The term Africa’s Big Five means something quite different today than it did when it was coined in the late 1800s during the continent’s colonial period. Then, it referenced the animals—Cape buffalo (or African buffalo), elephants, leopards, lions and rhinoceroses—that trophy hunters considered to be the most challenging and dangerous to hunt on foot. Its kinder, more modern meaning indicates seeing the Big Five—not shooting them—during an African wildlife safari.
Since all of the Big Five are megafauna that sometimes compete for scarce resources in the same territory and that daily play out the predator-prey drama, you can imagine why not a lot of love is lost between these species. For example, elephants are no friends of lions, who, aside from humans, are the only predators powerful enough to kill an elephant.
And that’s why you’ll find the video footage below so surprising.
Elephants and lions
Male lions are effective killers: a single male can overpower a young elephant, and just two males could take down an adult. The elephants are highly aware of this reality. In fact, in a 2011 study, researchers found that older matriarchs—the females who lead elephant herds—are more mindful than younger matriarchs of the threat posed by male lions. If they hear recordings of male roars, the older elephants are more likely to usher their herds into defensive formations. The experience and leadership of these older elephants often save their followers’ lives.
Lions and rhinos
Lions are also the natural predators of rhinoceroses, even though they rarely attack adults. Some weak, injured and old rhino adults have reportedly been killed by the felines, but rhino calves are the main targets.
Rhinos and elephants
Just as elephants and lions have some animosity toward each other, so do elephants and rhinos. Rhinos are quite commonly killed by elephants, particularly young bull elephants. It may have to do with competition for food.
In a study published in the science journal PLOS One in 2013, researchers from Australia and the Center for African Conservation Ecology took a close look at elephant and rhino scat across different seasons to identify the types of plants each herbivore was eating. The scat was collected at times of the year when rhinos and elephants ate in the same regions, and then again when only rhinos grazed in the areas (in the absence of elephants).
The researchers found that resource use was clearly separated by season, and rhinos munched on different grasses depending on whether or not the elephants were present. Without elephants around, the rhinos ate more diverse plants, such as succulents and woody shrubs. But when the elephants were near, rhinos restrained themselves and consumed more grasses.
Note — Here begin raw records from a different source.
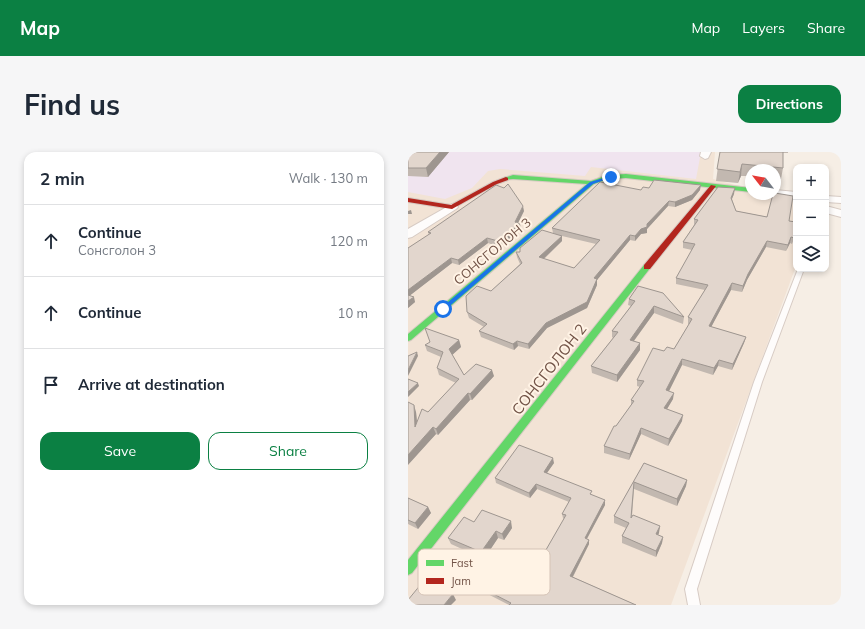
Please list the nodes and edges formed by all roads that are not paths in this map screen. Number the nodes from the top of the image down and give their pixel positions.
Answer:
1 (592, 183) junction
2 (713, 186) junction
3 (745, 189) edge
4 (781, 194) edge
5 (793, 195) edge
6 (829, 199) edge
7 (408, 200) edge
8 (841, 200) edge
9 (452, 207) junction
10 (829, 210) edge
11 (841, 214) edge
12 (408, 234) edge
13 (799, 272) edge
14 (408, 338) edge
15 (424, 549) edge
16 (418, 556) edge
17 (408, 569) edge
18 (694, 605) edge

1 - 2 street
1 - 9 street
1 - 14 street, СОНСГОЛОН 3
2 - 3 street
2 - 15 street, СОНСГОЛОН 2
4 - 5 street
6 - 8 street
7 - 9 street
9 - 12 street
10 - 11 street
13 - 18 lane
16 - 17 street, СОНСГОЛОН 2

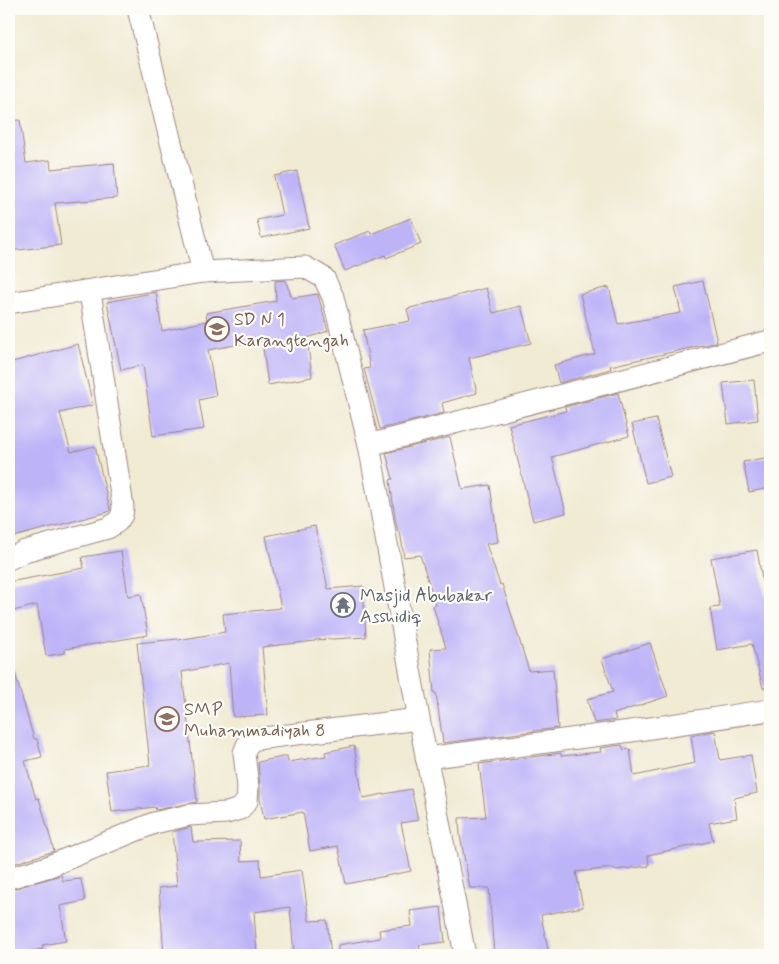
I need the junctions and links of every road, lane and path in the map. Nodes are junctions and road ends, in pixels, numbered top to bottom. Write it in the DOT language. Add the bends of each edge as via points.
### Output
graph roads {
  1 [pos="138,9"];
  2 [pos="202,272"];
  3 [pos="90,292"];
  4 [pos="9,303"];
  5 [pos="770,341"];
  6 [pos="369,445"];
  7 [pos="9,559"];
  8 [pos="770,710"];
  9 [pos="419,718"];
  10 [pos="426,758"];
  11 [pos="9,878"];
  12 [pos="464,955"];
  1 -- 2 [label="street"];
  2 -- 3 [label="street"];
  2 -- 6 [label="street" via="305,267 324,278 333,297"];
  3 -- 4 [label="street"];
  3 -- 7 [label="street" via="122,516 98,532 25,551"];
  5 -- 6 [label="street"];
  6 -- 9 [label="street"];
  8 -- 10 [label="street"];
  9 -- 10 [label="street"];
  9 -- 11 [label="street" via="256,739 248,743 244,753 247,801 240,809 154,823"];
  10 -- 12 [label="street"];
}
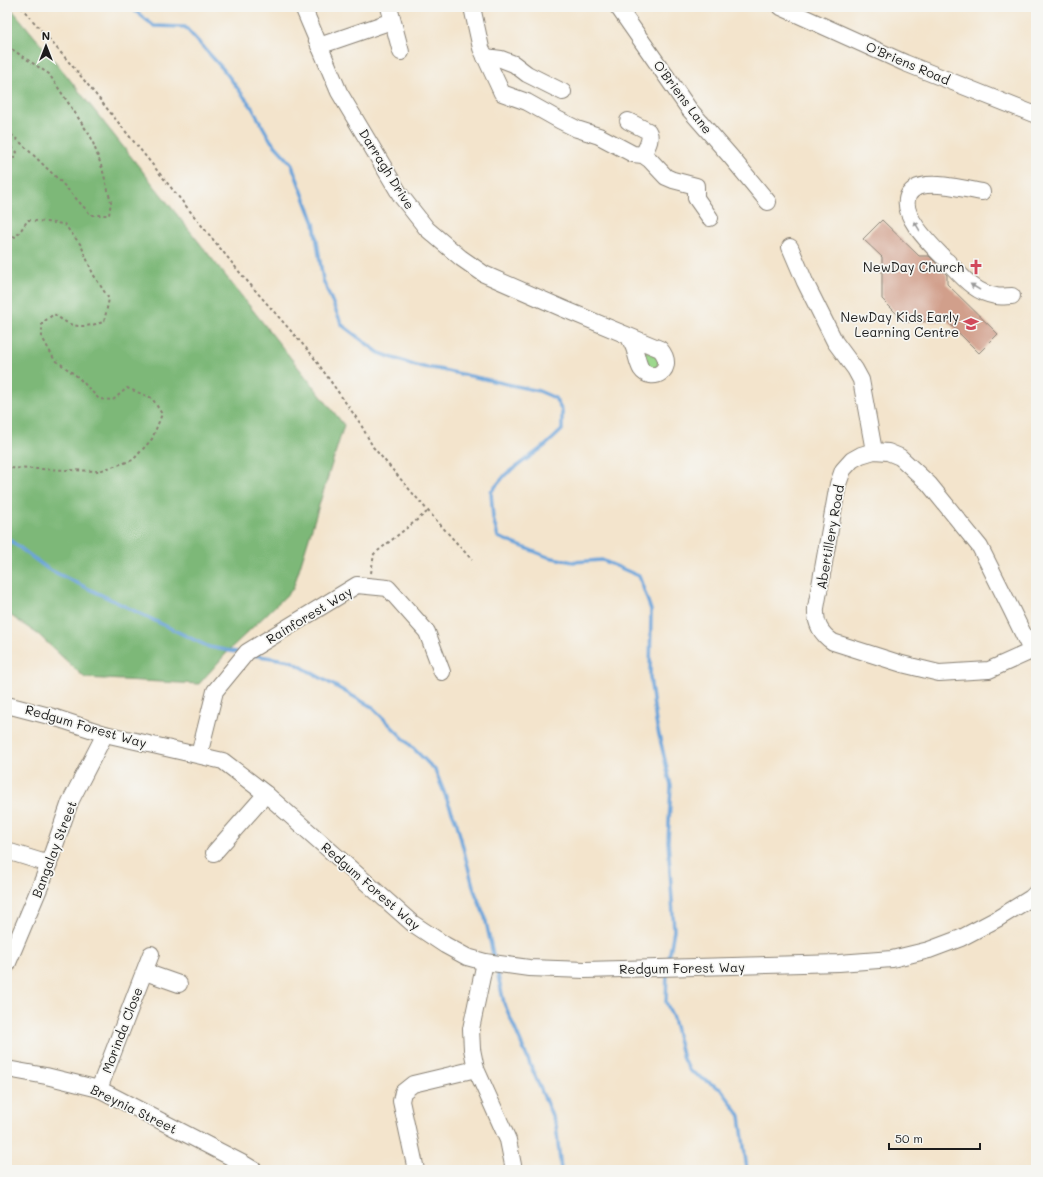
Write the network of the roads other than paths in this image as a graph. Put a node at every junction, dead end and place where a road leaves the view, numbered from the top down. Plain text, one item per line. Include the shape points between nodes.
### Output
1 (303, 7) edge
2 (472, 7) edge
3 (618, 7) edge
4 (781, 7) edge
5 (391, 14) edge
6 (319, 46) junction
7 (401, 52) dead end
8 (485, 57) junction
9 (563, 92) dead end
10 (1036, 115) edge
11 (628, 120) dead end
12 (643, 155) junction
13 (982, 192) dead end
14 (768, 202) dead end
15 (710, 218) dead end
16 (790, 247) dead end
17 (1012, 296) dead end
18 (629, 337) dead end
19 (874, 451) junction
20 (1033, 650) edge
21 (442, 672) dead end
22 (7, 705) edge
23 (104, 734) junction
24 (199, 755) junction
25 (266, 794) junction
26 (7, 851) edge
27 (214, 853) dead end
28 (49, 864) junction
29 (1036, 893) edge
30 (151, 954) dead end
31 (485, 962) junction
32 (7, 965) edge
33 (145, 972) junction
34 (179, 984) dead end
35 (7, 1069) edge
36 (476, 1069) junction
37 (98, 1089) junction
38 (254, 1170) edge
39 (416, 1170) edge
40 (514, 1170) edge

1 - 6 street, Darragh Drive
2 - 8 street
3 - 14 street, O'Briens Lane via 689,109
4 - 10 street, O'Briens Road via 905,62
5 - 6 street
5 - 7 street
6 - 18 street, Darragh Drive via 339,92 401,196 427,229 484,274
8 - 9 street via 514,64 527,74
8 - 12 street via 502,93 527,102 577,129 599,136 633,154
11 - 12 street via 650,134
12 - 15 street via 666,176 696,186 696,198
17 -> 13 street via 996,296 971,286 923,237 908,211 907,198 912,190 920,186 935,185
16 - 19 street via 835,342 861,380
19 - 20 street, Abertillery Road via 888,452 900,457 929,484 980,547
19 - 20 street, Abertillery Road via 852,460 843,470 838,484 816,608 819,628 825,637 833,642 902,664 939,673 989,670
21 - 24 street, Rainforest Way via 427,632 388,588 357,585 247,652 215,691
22 - 23 street, Redgum Forest Way
23 - 24 street, Redgum Forest Way
23 - 28 street, Bangalay Street via 70,802
24 - 25 street, Redgum Forest Way via 223,761
25 - 27 street
25 - 31 street, Redgum Forest Way via 412,923 467,957
26 - 28 street
28 - 32 street, Bangalay Street
29 - 31 street, Redgum Forest Way via 961,938 929,950 892,959 839,964 585,970 529,968
30 - 33 street, Morinda Close
31 - 36 street via 471,1028
33 - 34 street, Morinda Close
33 - 37 street, Morinda Close
35 - 37 street, Breynia Street
36 - 39 street via 413,1084 403,1092 401,1101
36 - 40 street via 508,1140
37 - 38 street, Breynia Street

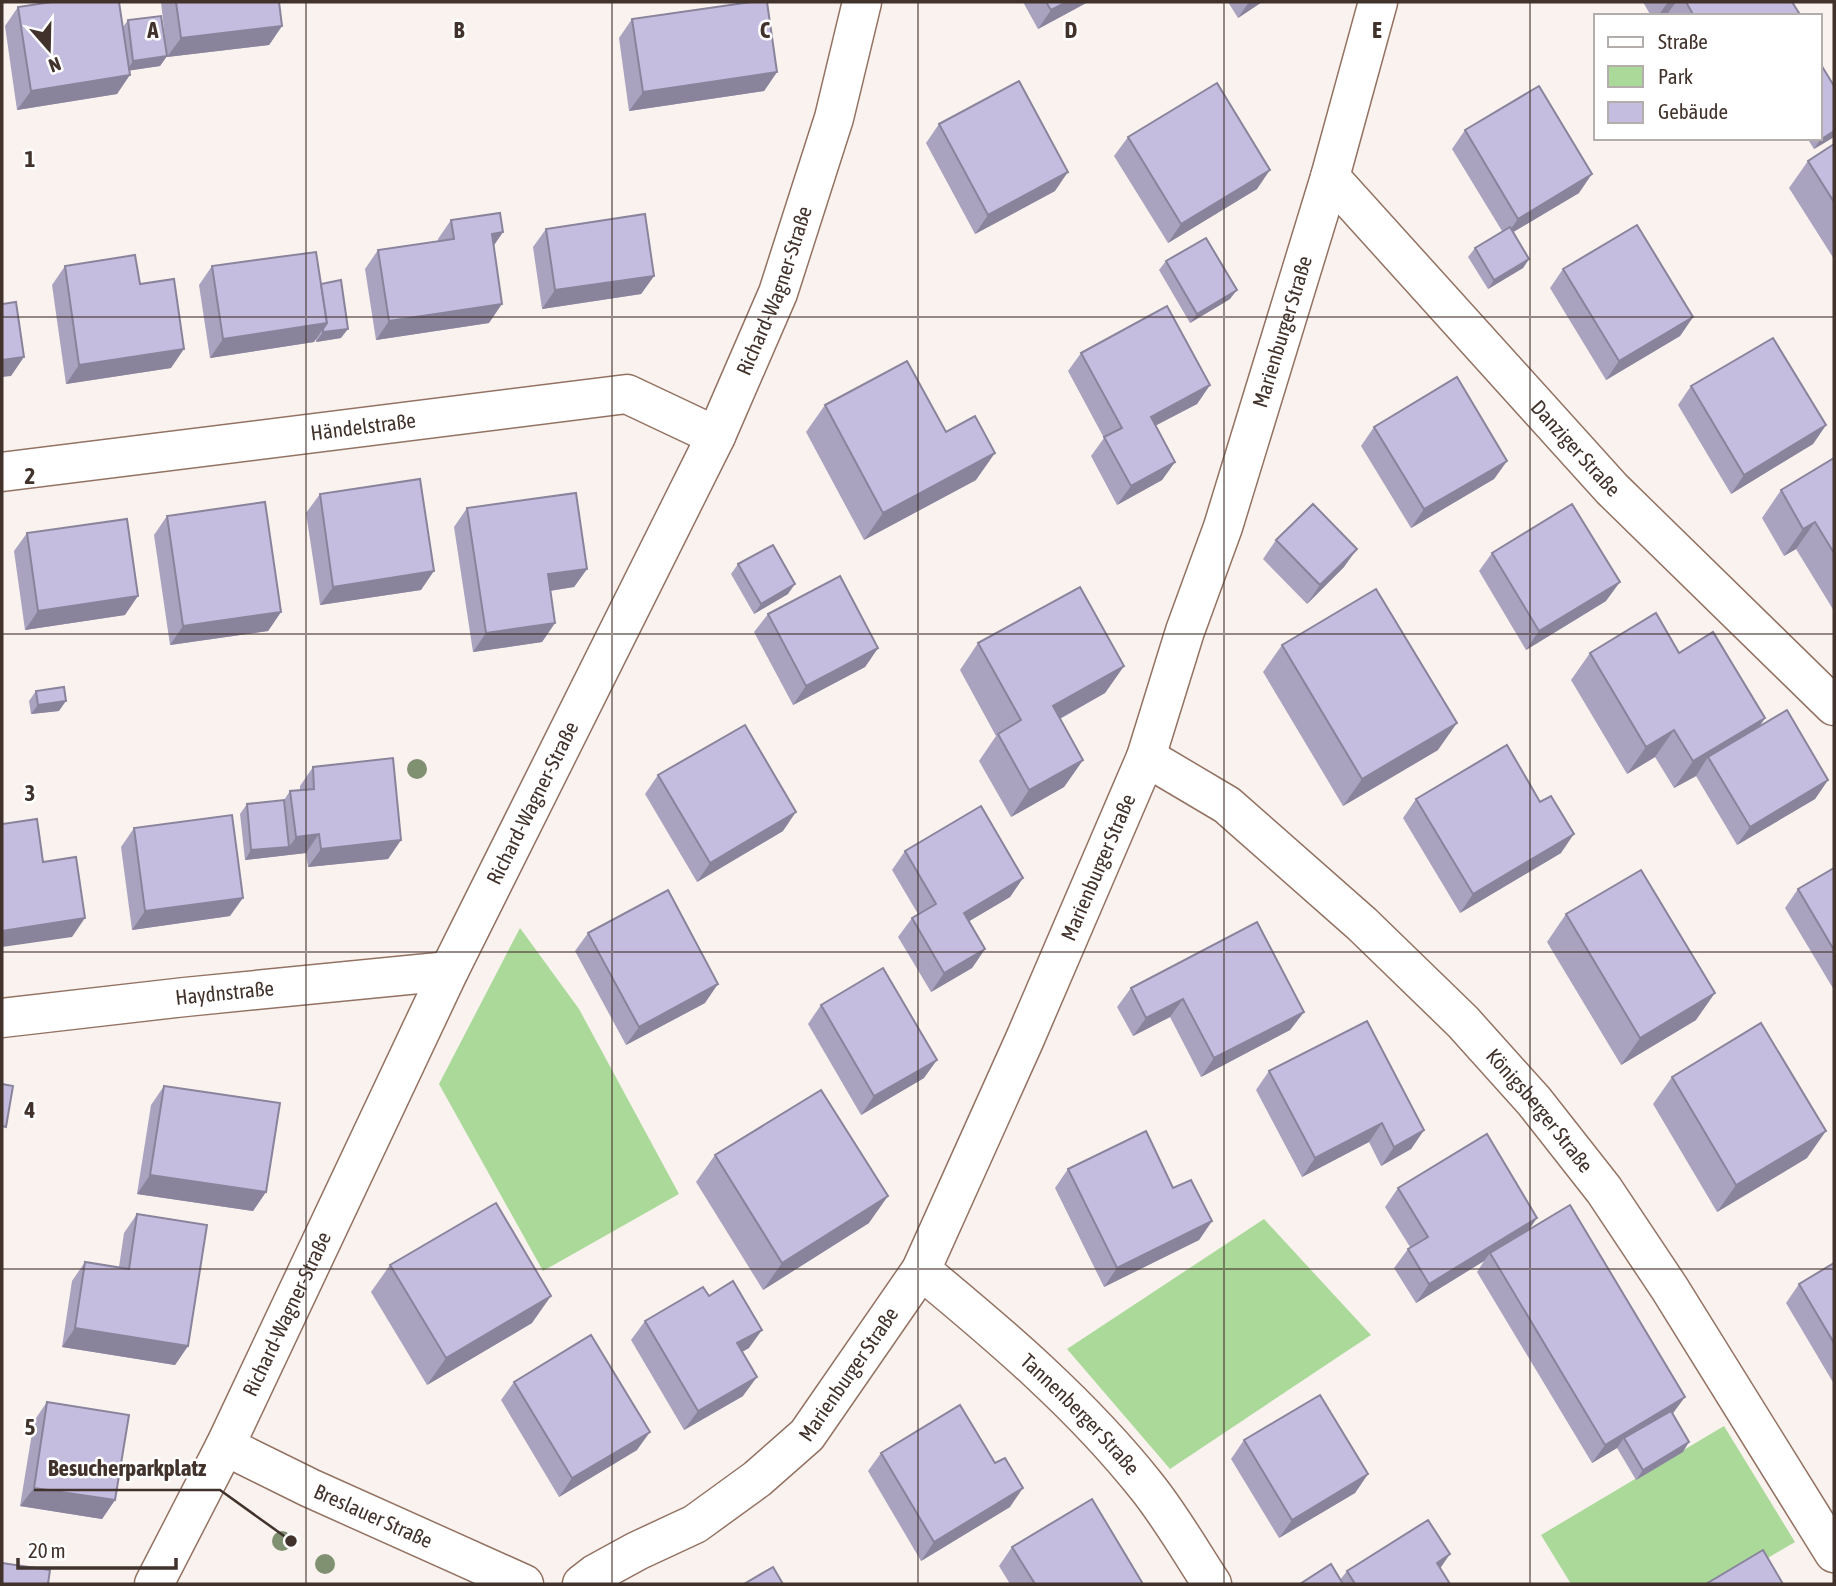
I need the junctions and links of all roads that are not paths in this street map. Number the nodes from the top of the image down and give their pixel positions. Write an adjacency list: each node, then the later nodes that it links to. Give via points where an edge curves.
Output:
1 (862, 2): 4 (street, Richard-Wagner-Straße, via 834,118 778,293)
2 (1378, 2): 3 (street, Marienburger Straße)
3 (1330, 177): 6 (street, Danziger Straße, via 1612,489); 7 (street, Marienburger Straße, via 1223,527)
4 (716, 436): 5 (street, Händelstraße, via 627,394); 8 (street, Richard-Wagner-Straße)
5 (2, 472)
6 (1834, 706)
7 (1146, 757): 10 (street, Marienburger Straße); 12 (street, Königsberger Straße, via 1227,805 1362,924 1463,1021 1534,1101 1604,1190 1663,1278)
8 (449, 971): 9 (street, Haydnstraße); 11 (street, Richard-Wagner-Straße)
9 (2, 1018)
10 (921, 1270): 15 (street, Marienburger Straße, via 807,1435 695,1524); 16 (street, Tannenberger Straße, via 1009,1343 1101,1435 1149,1488)
11 (225, 1446): 13 (street, Richard-Wagner-Straße); 14 (street, Breslauer Straße)
12 (1834, 1553)
13 (154, 1584)
14 (524, 1584)
15 (582, 1584)
16 (1212, 1584)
The study’s authors go on to suggest that elephants in certain regions with high population densities may significantly affect the foraging opportunities of other grazers and that these close living quarters may have long-term effects on the overall fitness of other animals.
Elephants, rhinos and lions
In the video below from Nat Geo Wild, titled Black Rhinos Confront Lions, Elephants in a Three-Way Standoff and filmed in Kenya’s Maasai Mara National Reserve, you’ll see these three Big Five animals come to an impasse. It begins when some lions spot a black rhino calf and decide to try their luck at getting a meal.
The calf’s mother and an adult bull rhino turn on the lions, but what they didn’t count on was the arrival of a herd of elephants with their young. Even though the elephants detest lions and have a poor relationship with rhinos, here they deflect the rhinos’ attack on the lions. You’ll also see an example of rhino bravery when a calf is on the line.
Today, black rhinos are critically endangered. According to World Wildlife Fund, wildlife crime—such as black-market trafficking of rhino horn and poaching—continues to plague the species and threaten its recovery.
At least in this three-way standoff, no animals were harmed.